Amelsen (gs). Wer heute durch die Straßen von Amelsen spaziert, braucht einen Blick für die kleinen Details am Wegesrand. Dort, wo früher Taschengeld in bunte Kaugummikugeln oder klebriges Spielzeug investiert wurde, finden sich heute nur noch die „Skelette“ einer vergangenen Ära. Zwei aktuelle Funde im Ort zeigen eindrucksvoll, wie sehr die Zeit an den einstigen Magneten für Kinderhände nagt.
Zwischen Efeu und Backstein
Ein besonderes Exemplar lässt sich in einer Hecke entdecken. Dort hat der Efeu den Kampf gegen das Metall nahezu gewonnen: Ein leeres rotes Gehäuse ist tief in das Grün eingewachsen und wirkt inzwischen wie ein kleines Naturdenkmal. Von der Mechanik und den Glasbehältern fehlt jede Spur – geblieben ist lediglich die rostige Hülle, die Wind und Wetter trotzt.

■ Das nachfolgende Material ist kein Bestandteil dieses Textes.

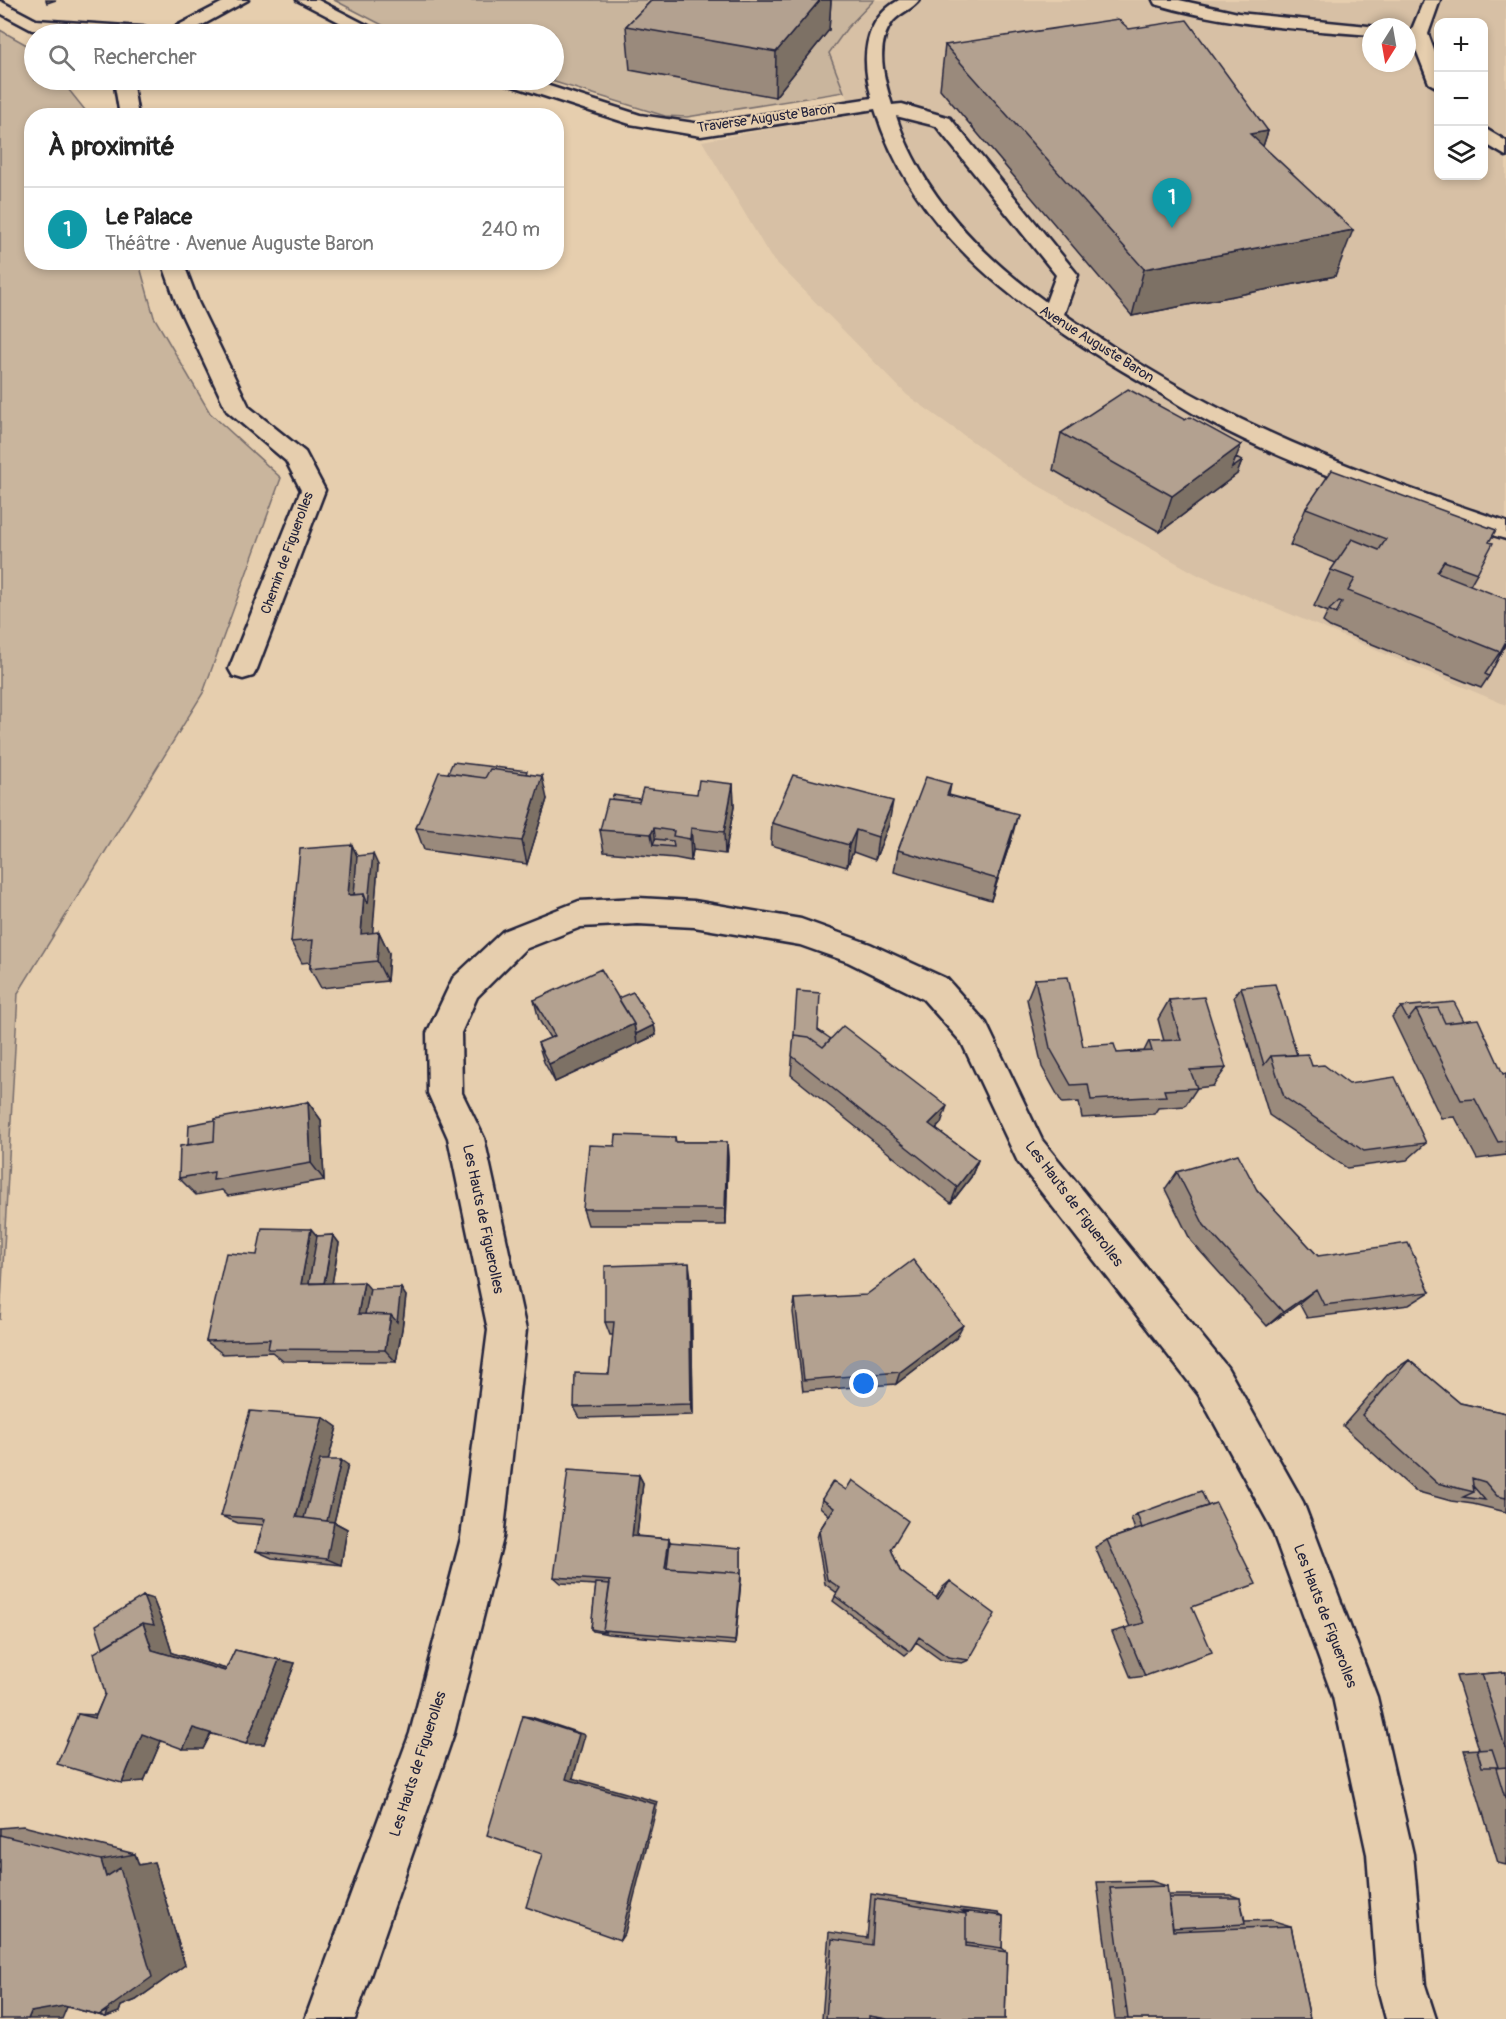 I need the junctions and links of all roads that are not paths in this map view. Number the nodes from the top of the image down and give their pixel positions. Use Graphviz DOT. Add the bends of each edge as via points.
graph roads {
  1 [pos="240,0"];
  2 [pos="305,0"];
  3 [pos="911,0"];
  4 [pos="1161,0"];
  5 [pos="1432,0"];
  6 [pos="0,6"];
  7 [pos="29,24"];
  8 [pos="194,24"];
  9 [pos="354,24"];
  10 [pos="1362,29"];
  11 [pos="1416,29"];
  12 [pos="1416,40"];
  13 [pos="1434,75"];
  14 [pos="125,90"];
  15 [pos="544,90"];
  16 [pos="884,106"];
  17 [pos="128,108"];
  18 [pos="1488,137"];
  19 [pos="1506,150"];
  20 [pos="175,270"];
  21 [pos="1052,316"];
  22 [pos="1506,531"];
  23 [pos="243,669"];
  24 [pos="330,2019"];
  25 [pos="1411,2019"];
  1 -- 8 [label="street"];
  2 -- 9 [label="street"];
  3 -- 16 [label="street, Avenue Auguste Baron" via="883,24 873,46 873,66"];
  4 -- 10 [label="street" via="1203,12"];
  5 -- 11 [label="street"];
  6 -- 7 [label="street"];
  12 -- 13 [label="street"];
  14 -- 17 [label="street"];
  15 -- 16 [label="street, Traverse Auguste Baron" via="637,120 702,130"];
  16 -- 21 [label="street, Avenue Auguste Baron" via="899,152 930,201 984,262"];
  16 -- 21 [label="street, Traverse Auguste Baron" via="943,122 1067,275"];
  18 -- 19 [label="street"];
  20 -- 23 [label="street, Chemin de Figuerolles" via="239,411 296,457 313,490"];
  21 -- 22 [label="street, Avenue Auguste Baron" via="1098,348 1219,418 1321,464"];
  24 -- 25 [label="street, Les Hauts de Figuerolles" via="432,1733 482,1538 507,1330 466,1138 445,1093 444,1033 465,988 514,940 579,914 638,911 694,914 801,932 860,953 935,989 974,1033 1030,1151 1213,1381 1288,1517 1355,1697 1390,1854 1401,1985"];
}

Einige Straßenzüge weiter zeigt sich ein anderes Bild: Direkt neben einem modernen grauen Stromkasten prangt an einer Backsteinwand das Gehäuse eines großen Dreifach-Automaten. Der Kontrast könnte kaum größer sein. Hier die funktionale Technik von heute, dort das blau-weiße Metallgerippe von gestern, das einst für wenige Groschen kleine Wünsche erfüllte.

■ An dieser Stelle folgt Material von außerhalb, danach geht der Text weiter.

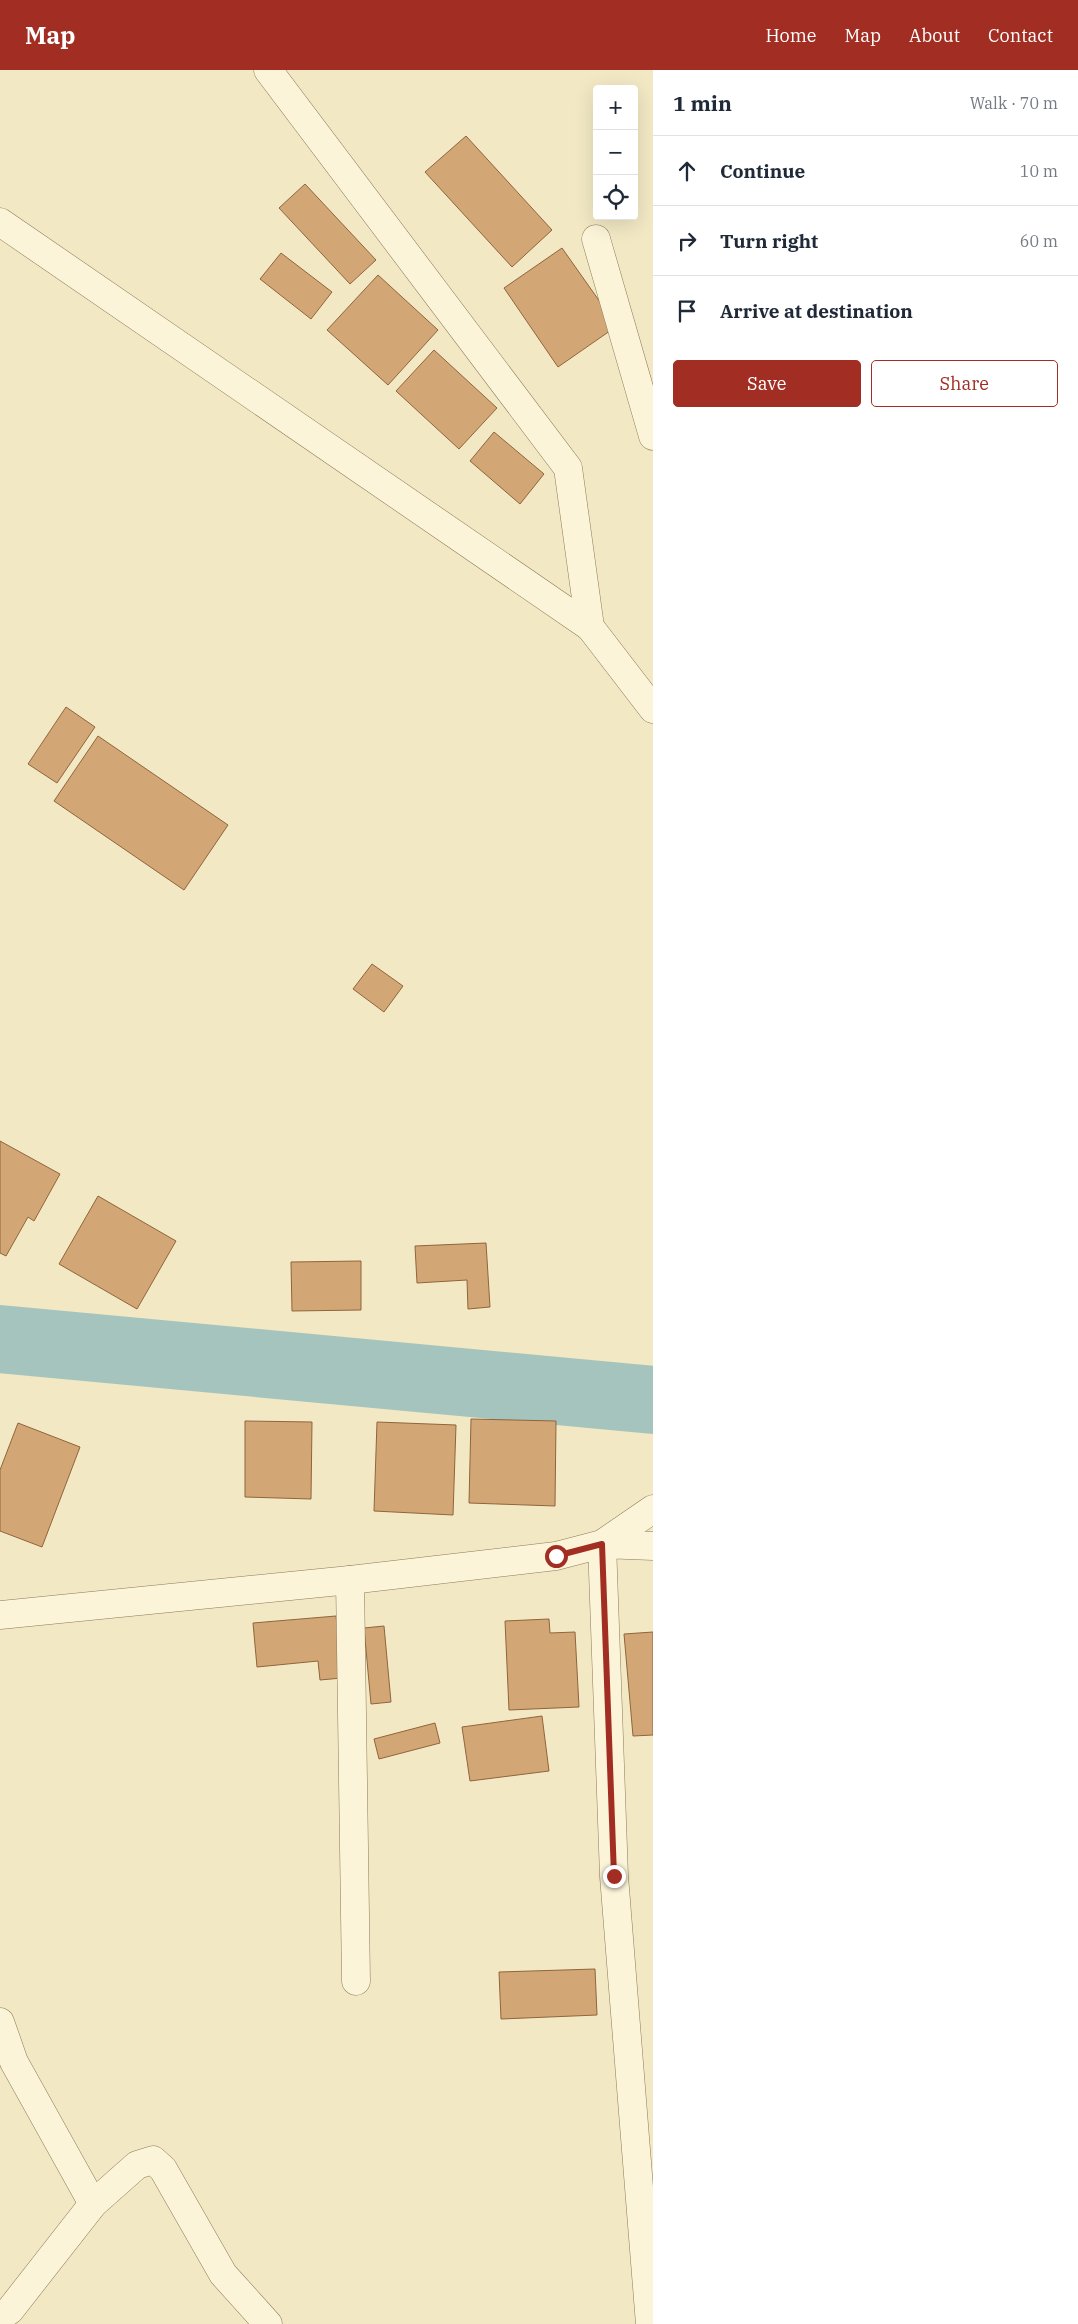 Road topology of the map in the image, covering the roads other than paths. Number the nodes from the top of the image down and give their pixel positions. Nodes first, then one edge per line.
1 (268, 70) edge
2 (0, 222) edge
3 (596, 239) dead end
4 (653, 436) edge
5 (590, 627) junction
6 (653, 709) edge
7 (653, 1509) edge
8 (602, 1544) junction
9 (653, 1546) edge
10 (350, 1580) junction
11 (0, 1615) edge
12 (356, 1981) dead end
13 (0, 2022) edge
14 (93, 2204) junction
15 (0, 2317) edge
16 (268, 2324) edge
17 (650, 2324) edge

1 - 5 street
2 - 5 street
3 - 4 street
5 - 6 street
7 - 8 street
8 - 9 street
8 - 10 street
8 - 17 street
10 - 11 street
10 - 12 street
13 - 14 street
14 - 15 street
14 - 16 street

Stumme Zeugen vergangener Zeiten
Früher galten diese Automaten als die kleinsten Warenhäuser der Welt und waren fester Bestandteil der Dorfkultur. Heute sind sie aus dem Straßenbild nahezu verschwunden. In Amelsen scheinen sie jedoch als stille Zeugen einer anderen Zeit zu überdauern.
Ob als bewusste Erinnerung an die eigene Kindheit oder schlicht deshalb, weil sie so fest mit dem Mauerwerk verbunden sind, dass sie jedem Abriss trotzen – die alten Automaten gehören vielerorts noch immer zum Dorfbild dazu.
Diese kleinen „Lost Places“ erzählen Geschichten aus einer Zeit, in der das Ratschen des Drehgriffs zu den Höhepunkten eines Nachmittags gehörte. In Amelsen bleiben diese Erinnerungen lebendig – man muss nur genau hinsehen, bevor die Natur sie endgültig unter sich begräbt.